(Collected data)

______

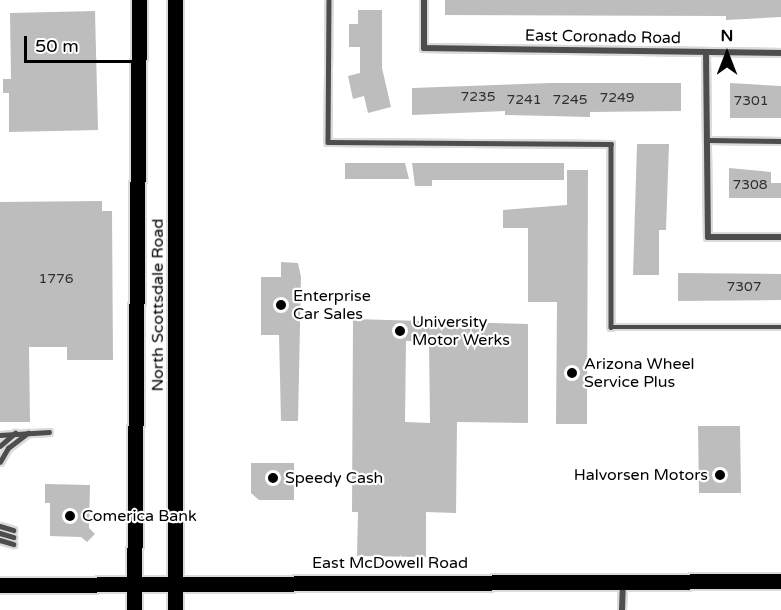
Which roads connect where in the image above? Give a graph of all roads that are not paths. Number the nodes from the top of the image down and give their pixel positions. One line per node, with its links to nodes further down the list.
1 (139, 0): 25 (main road, North Scottsdale Road)
2 (176, 0): 26 (main road, North Scottsdale Road)
3 (329, 0): 10 (lane)
4 (424, 0): 5 (street, East Coronado Road)
5 (706, 52): 6 (street, East Coronado Road); 7 (street)
6 (781, 53)
7 (707, 140): 8 (lane); 9 (street)
8 (781, 141)
9 (781, 237)
10 (781, 327)
11 (18, 432): 12 (lane); 14 (lane); 15 (lane)
12 (30, 432): 13 (lane); 16 (lane)
13 (49, 432)
14 (0, 435)
15 (0, 446)
16 (0, 462)
17 (0, 526): 18 (lane)
18 (13, 530)
19 (0, 533): 20 (lane)
20 (13, 537)
21 (0, 540): 22 (lane)
22 (13, 544)
23 (623, 581): 24 (main road, East McDowell Road); 26 (main road, East McDowell Road); 30 (street)
24 (781, 581)
25 (134, 583): 26 (main road, East McDowell Road); 27 (main road, East McDowell Road); 28 (main road, North Scottsdale Road)
26 (176, 583): 29 (main road, North Scottsdale Road)
27 (0, 585)
28 (134, 610)
29 (175, 610)
30 (622, 610)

______

Each record above should be returned unchanged, except that the pictures are dropped.

Which roads connect where in the image above? Give a graph of all roads that are not paths. Number the nodes from the top of the image down and give their pixel positions. One line per node, with its links to nodes further down the list.
1 (139, 0): 25 (main road, North Scottsdale Road)
2 (176, 0): 26 (main road, North Scottsdale Road)
3 (329, 0): 10 (lane)
4 (424, 0): 5 (street, East Coronado Road)
5 (706, 52): 6 (street, East Coronado Road); 7 (street)
6 (781, 53)
7 (707, 140): 8 (lane); 9 (street)
8 (781, 141)
9 (781, 237)
10 (781, 327)
11 (18, 432): 12 (lane); 14 (lane); 15 (lane)
12 (30, 432): 13 (lane); 16 (lane)
13 (49, 432)
14 (0, 435)
15 (0, 446)
16 (0, 462)
17 (0, 526): 18 (lane)
18 (13, 530)
19 (0, 533): 20 (lane)
20 (13, 537)
21 (0, 540): 22 (lane)
22 (13, 544)
23 (623, 581): 24 (main road, East McDowell Road); 26 (main road, East McDowell Road); 30 (street)
24 (781, 581)
25 (134, 583): 26 (main road, East McDowell Road); 27 (main road, East McDowell Road); 28 (main road, North Scottsdale Road)
26 (176, 583): 29 (main road, North Scottsdale Road)
27 (0, 585)
28 (134, 610)
29 (175, 610)
30 (622, 610)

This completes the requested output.